En días recientes, la diputada Reyna Celeste Asencio del partido de Morena, propuso una iniciativa que pretende restringir las facultades que expresamente le otorga la Constitución a la Suprema Corte de Justicia de la Nación (SCJN), limitando sus atribuciones para el control constitucional de las leyes. El objetivo de esta propuesta es, según manifiesta en su exposición de motivos, limitar el poder político de la Suprema Corte.
En específico, se propone una reforma del artículo 1 de la Ley Reglamentaria de las fracciones I y II del artículo 105 constitucional.
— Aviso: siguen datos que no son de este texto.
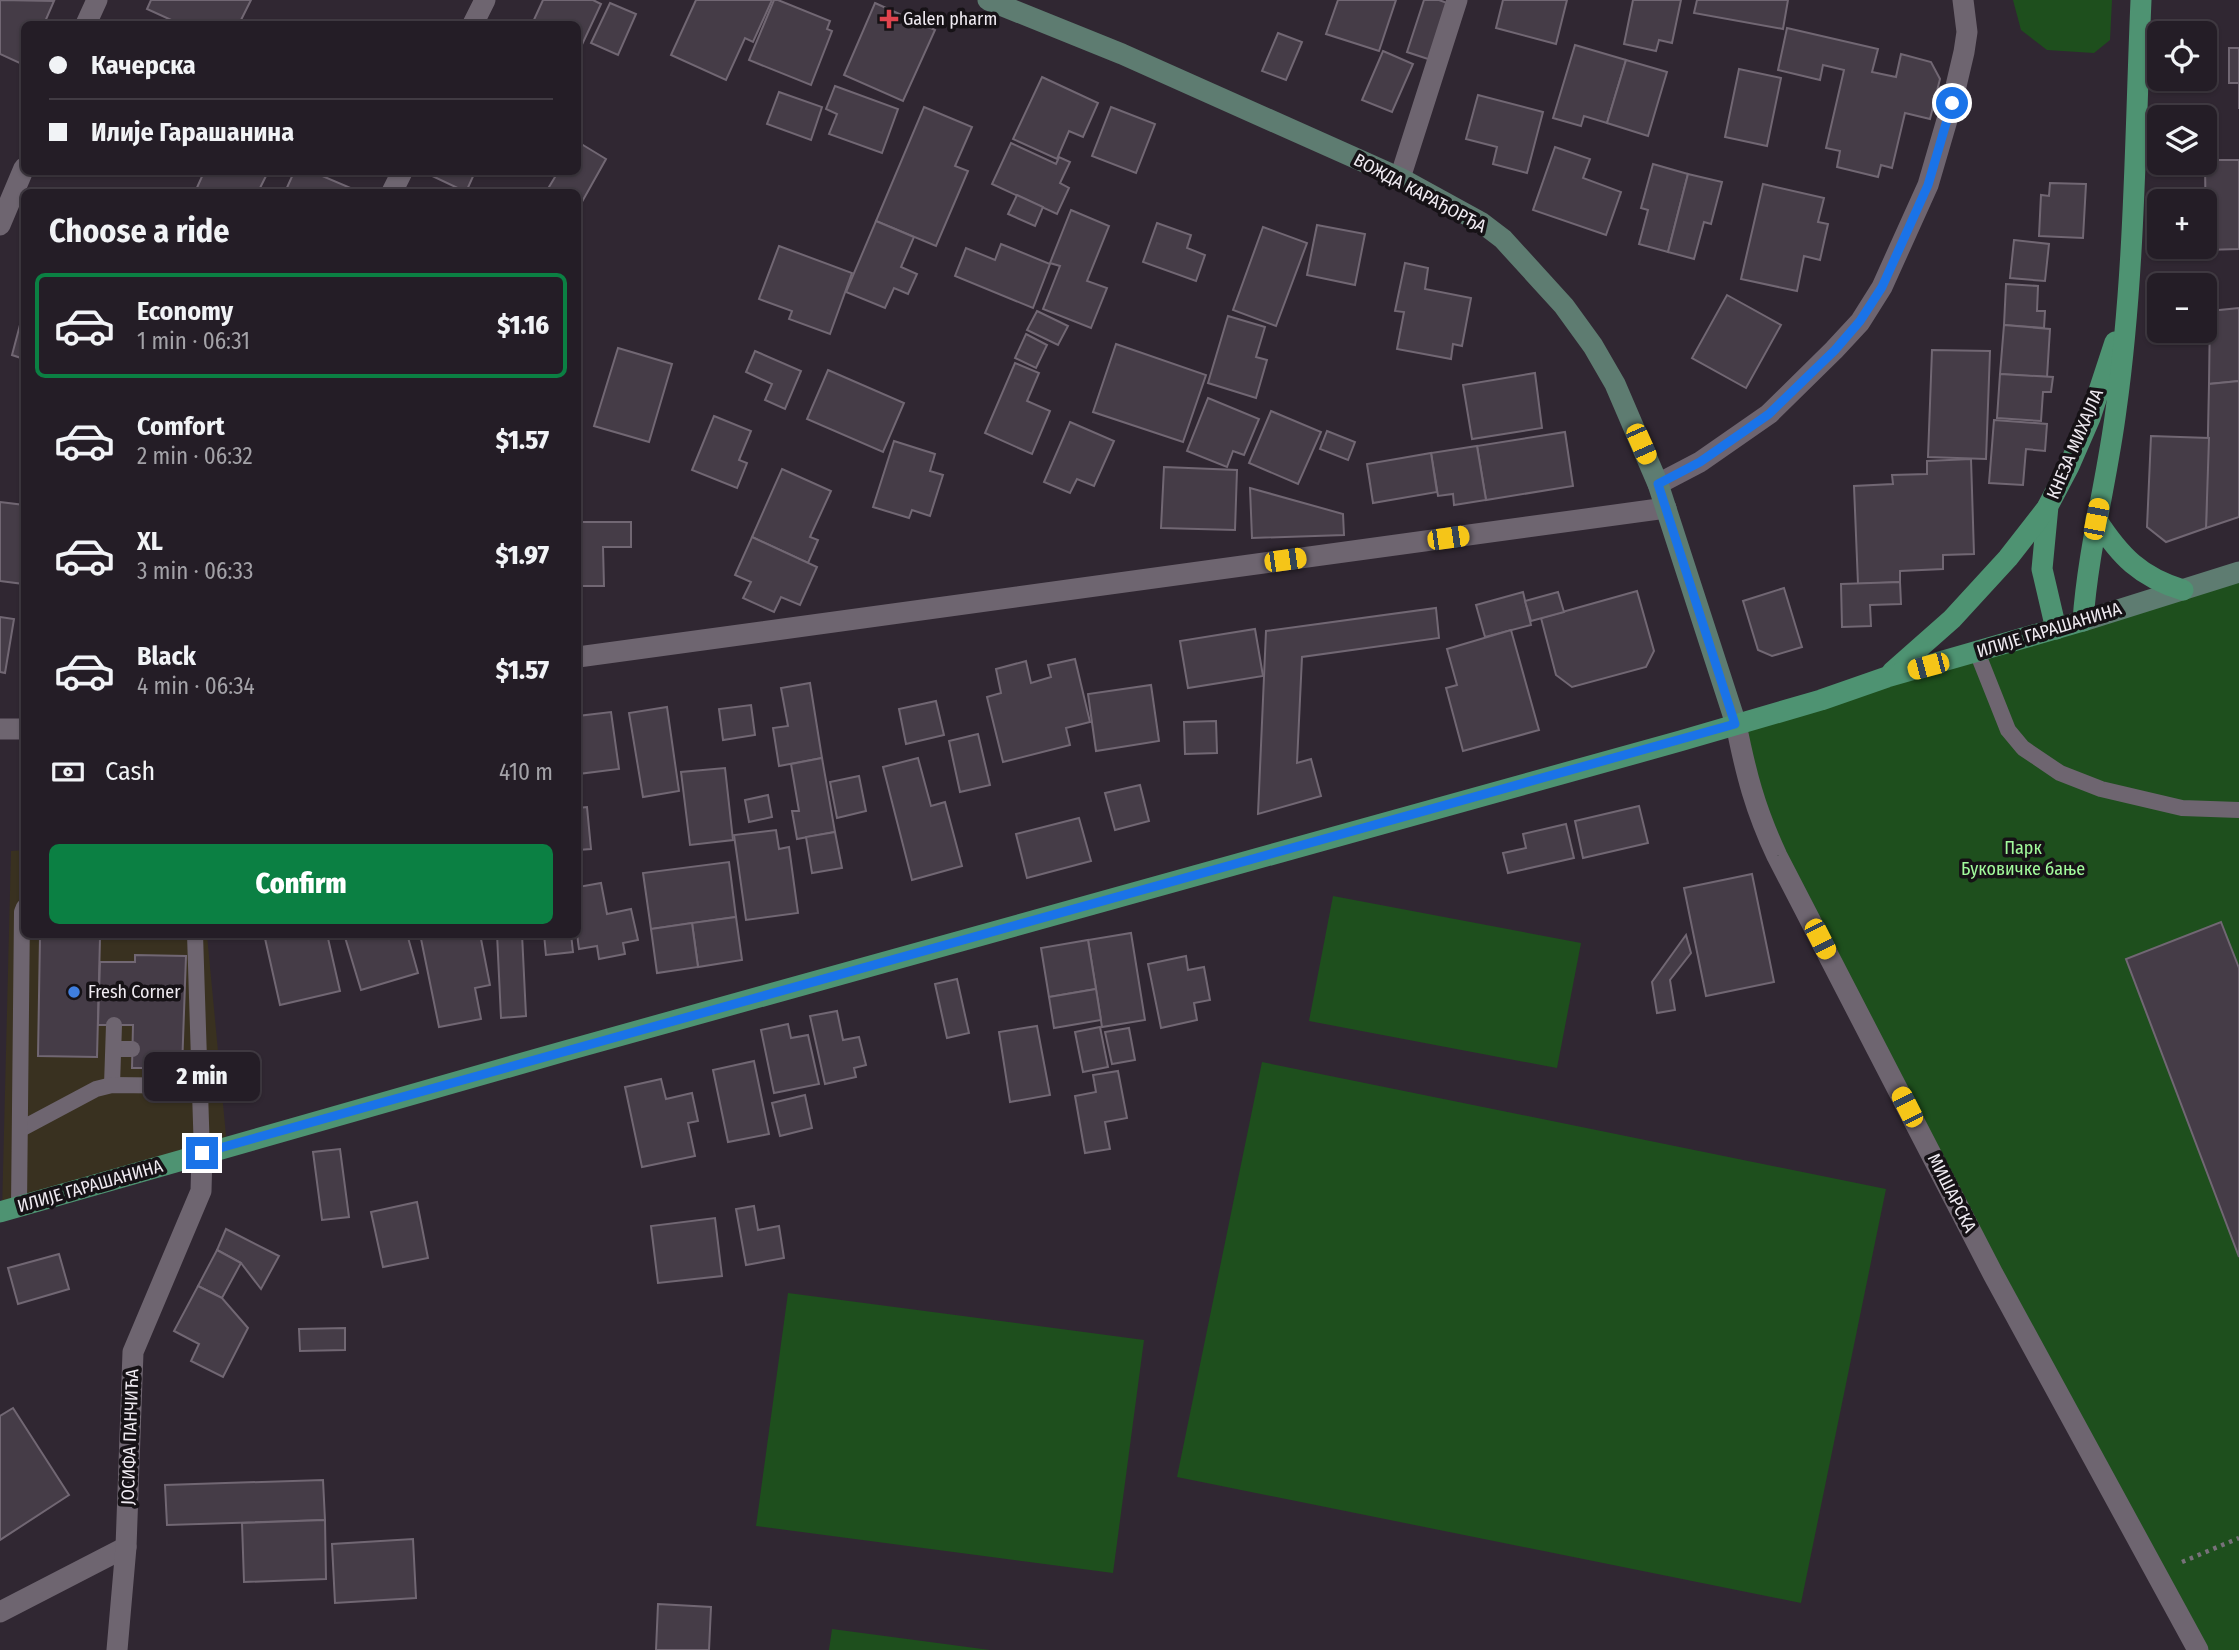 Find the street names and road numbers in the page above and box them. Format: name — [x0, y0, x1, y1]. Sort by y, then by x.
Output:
street label: ВОЖДА КАРАЂОРЂА — [1350, 149, 1491, 237]
street label: КНЕЗА МИХАЈЛА — [2042, 385, 2108, 503]
street label: ИЛИЈЕ ГАРАШАНИНА — [1974, 597, 2125, 662]
street label: МИШАРСКА — [1923, 1150, 1981, 1237]
street label: ИЛИЈЕ ГАРАШАНИНА — [15, 1155, 166, 1217]
street label: ЈОСИФА ПАНЧИЋА — [117, 1368, 143, 1505]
La iniciativa se presenta en el contexto de la discusión que recientemente se llevó a cabo en el Pleno de la SCJN, respecto de la constitucionalidad de la prisión preventiva oficiosa.
Se deliberó por los ministros, si el máximo tribunal puede declarar la invalidez de una norma constitucional.
En la discusión de fondo sostenida en el seno de la SCJN, algunos ministros consideraron que la prisión preventiva oficiosa es irreconciliable con los derechos humanos que la propia Constitución obliga a tutelar. De forma precisa, se analizó si debe aplicarse el artículo 19 constitucional que recoge la prisión preventiva oficiosa, y prevalecer sobre el numeral 1 de la Carta Magna, que defiende los derechos humanos.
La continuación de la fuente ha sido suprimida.